THE PROBLEM: Copy out the listing below so that each line matches exactly.

DATA EXTRACTS:
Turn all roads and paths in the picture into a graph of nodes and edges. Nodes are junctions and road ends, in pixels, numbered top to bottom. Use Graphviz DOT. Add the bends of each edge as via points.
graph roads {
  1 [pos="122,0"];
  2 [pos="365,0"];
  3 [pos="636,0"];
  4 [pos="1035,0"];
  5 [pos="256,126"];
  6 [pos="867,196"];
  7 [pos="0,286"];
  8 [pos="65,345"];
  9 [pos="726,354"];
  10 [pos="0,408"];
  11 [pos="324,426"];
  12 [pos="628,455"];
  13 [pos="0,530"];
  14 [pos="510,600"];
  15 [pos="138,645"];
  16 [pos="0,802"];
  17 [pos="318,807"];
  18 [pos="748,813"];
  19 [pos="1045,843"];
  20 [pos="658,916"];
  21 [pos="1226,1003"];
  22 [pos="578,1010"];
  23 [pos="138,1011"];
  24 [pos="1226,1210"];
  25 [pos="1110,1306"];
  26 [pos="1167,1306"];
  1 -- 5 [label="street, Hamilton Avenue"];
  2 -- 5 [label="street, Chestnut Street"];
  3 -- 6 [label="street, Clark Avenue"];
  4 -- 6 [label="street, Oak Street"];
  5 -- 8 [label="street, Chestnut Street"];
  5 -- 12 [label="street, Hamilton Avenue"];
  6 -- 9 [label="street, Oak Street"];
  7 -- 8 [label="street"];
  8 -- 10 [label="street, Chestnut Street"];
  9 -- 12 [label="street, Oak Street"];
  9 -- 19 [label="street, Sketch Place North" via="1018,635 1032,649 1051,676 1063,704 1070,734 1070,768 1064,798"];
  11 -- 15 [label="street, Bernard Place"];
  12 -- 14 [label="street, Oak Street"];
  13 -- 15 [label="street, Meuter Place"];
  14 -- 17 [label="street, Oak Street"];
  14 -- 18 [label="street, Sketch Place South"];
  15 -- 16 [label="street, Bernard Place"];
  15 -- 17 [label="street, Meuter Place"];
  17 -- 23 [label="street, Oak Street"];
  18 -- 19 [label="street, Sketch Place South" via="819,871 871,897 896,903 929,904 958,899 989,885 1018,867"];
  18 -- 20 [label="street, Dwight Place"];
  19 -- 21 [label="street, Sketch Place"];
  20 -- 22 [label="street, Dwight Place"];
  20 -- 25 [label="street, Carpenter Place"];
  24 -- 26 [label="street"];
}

SOLVED EXERCISE:
Turn all roads and paths in the picture into a graph of nodes and edges. Nodes are junctions and road ends, in pixels, numbered top to bottom. Use Graphviz DOT. Add the bends of each edge as via points.
graph roads {
  1 [pos="122,0"];
  2 [pos="365,0"];
  3 [pos="636,0"];
  4 [pos="1035,0"];
  5 [pos="256,126"];
  6 [pos="867,196"];
  7 [pos="0,286"];
  8 [pos="65,345"];
  9 [pos="726,354"];
  10 [pos="0,408"];
  11 [pos="324,426"];
  12 [pos="628,455"];
  13 [pos="0,530"];
  14 [pos="510,600"];
  15 [pos="138,645"];
  16 [pos="0,802"];
  17 [pos="318,807"];
  18 [pos="748,813"];
  19 [pos="1045,843"];
  20 [pos="658,916"];
  21 [pos="1226,1003"];
  22 [pos="578,1010"];
  23 [pos="138,1011"];
  24 [pos="1226,1210"];
  25 [pos="1110,1306"];
  26 [pos="1167,1306"];
  1 -- 5 [label="street, Hamilton Avenue"];
  2 -- 5 [label="street, Chestnut Street"];
  3 -- 6 [label="street, Clark Avenue"];
  4 -- 6 [label="street, Oak Street"];
  5 -- 8 [label="street, Chestnut Street"];
  5 -- 12 [label="street, Hamilton Avenue"];
  6 -- 9 [label="street, Oak Street"];
  7 -- 8 [label="street"];
  8 -- 10 [label="street, Chestnut Street"];
  9 -- 12 [label="street, Oak Street"];
  9 -- 19 [label="street, Sketch Place North" via="1018,635 1032,649 1051,676 1063,704 1070,734 1070,768 1064,798"];
  11 -- 15 [label="street, Bernard Place"];
  12 -- 14 [label="street, Oak Street"];
  13 -- 15 [label="street, Meuter Place"];
  14 -- 17 [label="street, Oak Street"];
  14 -- 18 [label="street, Sketch Place South"];
  15 -- 16 [label="street, Bernard Place"];
  15 -- 17 [label="street, Meuter Place"];
  17 -- 23 [label="street, Oak Street"];
  18 -- 19 [label="street, Sketch Place South" via="819,871 871,897 896,903 929,904 958,899 989,885 1018,867"];
  18 -- 20 [label="street, Dwight Place"];
  19 -- 21 [label="street, Sketch Place"];
  20 -- 22 [label="street, Dwight Place"];
  20 -- 25 [label="street, Carpenter Place"];
  24 -- 26 [label="street"];
}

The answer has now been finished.